Add another TTS model
Describe the solution you'd like
Kokoro is an open-weight TTS model with 82 million parameters. Despite its lightweight architecture, it delivers comparable quality to larger models while being significantly faster and more cost-efficient. With Apache-licensed weights, Kokoro can be deployed anywhere from production environments to personal projects.
https://huggingface.co/hexgrad/Kokoro-82M
sample file: https://huggingface.co/hexgrad/Kokoro-82M/resolve/main/samples/HEARME.wav
!pip install -q kokoro>=0.9.2 soundfile
!apt-get -qq -y install espeak-ng > /dev/null 2>&1
from kokoro import KPipeline
from IPython.display import display, Audio
import soundfile as sf
import torch
pipeline = KPipeline(lang_code='a')
text = '''
[Kokoro](/kˈOkəɹO/) is an open-weight TTS model with 82 million parameters. Despite its lightweight architecture, it delivers comparable quality to larger models while being significantly faster and more cost-efficient.
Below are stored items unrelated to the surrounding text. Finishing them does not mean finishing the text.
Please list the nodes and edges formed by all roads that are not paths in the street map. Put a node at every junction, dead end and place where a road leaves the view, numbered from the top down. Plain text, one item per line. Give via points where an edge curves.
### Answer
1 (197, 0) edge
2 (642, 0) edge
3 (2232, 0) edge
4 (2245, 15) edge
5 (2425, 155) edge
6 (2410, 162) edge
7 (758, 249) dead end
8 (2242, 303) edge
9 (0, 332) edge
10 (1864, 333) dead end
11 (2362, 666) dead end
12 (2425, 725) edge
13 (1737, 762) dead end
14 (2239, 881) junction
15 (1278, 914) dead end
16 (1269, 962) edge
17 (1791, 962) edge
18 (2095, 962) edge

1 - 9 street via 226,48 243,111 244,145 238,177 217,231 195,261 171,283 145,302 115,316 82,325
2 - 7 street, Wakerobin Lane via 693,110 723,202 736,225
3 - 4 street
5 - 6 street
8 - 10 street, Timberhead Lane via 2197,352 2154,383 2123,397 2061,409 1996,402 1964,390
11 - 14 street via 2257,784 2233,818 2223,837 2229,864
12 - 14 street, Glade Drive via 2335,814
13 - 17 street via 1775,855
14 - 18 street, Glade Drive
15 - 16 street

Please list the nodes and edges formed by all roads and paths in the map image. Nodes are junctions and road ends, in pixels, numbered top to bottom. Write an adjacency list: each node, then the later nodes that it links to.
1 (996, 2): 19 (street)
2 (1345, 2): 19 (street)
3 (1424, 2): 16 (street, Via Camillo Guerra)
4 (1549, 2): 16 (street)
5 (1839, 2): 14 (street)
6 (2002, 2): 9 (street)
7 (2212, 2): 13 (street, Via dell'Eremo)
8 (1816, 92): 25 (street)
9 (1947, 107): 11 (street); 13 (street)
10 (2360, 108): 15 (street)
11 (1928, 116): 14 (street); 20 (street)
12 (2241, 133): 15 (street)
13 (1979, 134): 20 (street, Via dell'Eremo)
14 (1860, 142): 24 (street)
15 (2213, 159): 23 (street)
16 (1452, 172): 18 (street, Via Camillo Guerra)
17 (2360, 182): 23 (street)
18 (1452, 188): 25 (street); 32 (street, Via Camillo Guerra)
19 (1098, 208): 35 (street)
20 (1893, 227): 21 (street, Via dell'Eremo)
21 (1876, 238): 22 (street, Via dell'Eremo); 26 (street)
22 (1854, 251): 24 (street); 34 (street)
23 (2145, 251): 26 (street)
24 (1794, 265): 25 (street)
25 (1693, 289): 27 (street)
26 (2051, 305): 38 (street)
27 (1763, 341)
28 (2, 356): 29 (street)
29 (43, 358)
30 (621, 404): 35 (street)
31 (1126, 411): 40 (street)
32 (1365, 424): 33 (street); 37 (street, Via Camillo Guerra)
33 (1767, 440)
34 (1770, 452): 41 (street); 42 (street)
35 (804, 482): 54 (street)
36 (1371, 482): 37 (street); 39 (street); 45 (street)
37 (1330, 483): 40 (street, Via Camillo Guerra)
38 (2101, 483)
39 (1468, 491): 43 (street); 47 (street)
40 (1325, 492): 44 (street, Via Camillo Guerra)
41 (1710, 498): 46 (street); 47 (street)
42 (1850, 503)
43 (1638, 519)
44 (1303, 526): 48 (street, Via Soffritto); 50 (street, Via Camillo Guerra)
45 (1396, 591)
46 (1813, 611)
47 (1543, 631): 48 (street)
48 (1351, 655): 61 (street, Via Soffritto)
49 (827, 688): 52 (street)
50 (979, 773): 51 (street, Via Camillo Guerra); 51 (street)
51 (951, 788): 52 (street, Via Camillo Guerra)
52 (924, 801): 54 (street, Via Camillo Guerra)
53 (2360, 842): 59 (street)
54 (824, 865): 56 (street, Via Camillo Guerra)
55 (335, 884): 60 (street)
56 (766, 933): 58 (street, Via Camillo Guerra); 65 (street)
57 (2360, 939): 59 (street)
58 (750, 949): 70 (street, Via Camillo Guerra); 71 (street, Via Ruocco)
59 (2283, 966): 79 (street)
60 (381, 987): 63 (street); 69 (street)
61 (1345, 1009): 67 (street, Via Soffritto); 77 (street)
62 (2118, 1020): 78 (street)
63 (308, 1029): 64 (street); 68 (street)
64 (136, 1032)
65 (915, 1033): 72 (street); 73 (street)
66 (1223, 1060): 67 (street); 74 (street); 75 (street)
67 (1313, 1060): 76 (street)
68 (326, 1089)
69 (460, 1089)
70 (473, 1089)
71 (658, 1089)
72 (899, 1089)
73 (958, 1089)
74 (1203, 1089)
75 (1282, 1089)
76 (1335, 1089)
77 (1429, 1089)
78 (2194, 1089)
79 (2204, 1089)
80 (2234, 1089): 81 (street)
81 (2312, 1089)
With Apache-licensed weights, [Kokoro](/kˈOkəɹO/) can be deployed anywhere from production environments to personal projects.
'''
generator = pipeline(text, voice='af_heart')
for i, (gs, ps, audio) in enumerate(generator):
print(i, gs, ps)
display(Audio(data=audio, rate=24000, autoplay=i==0))
sf.write(f'{i}.wav', audio, 24000)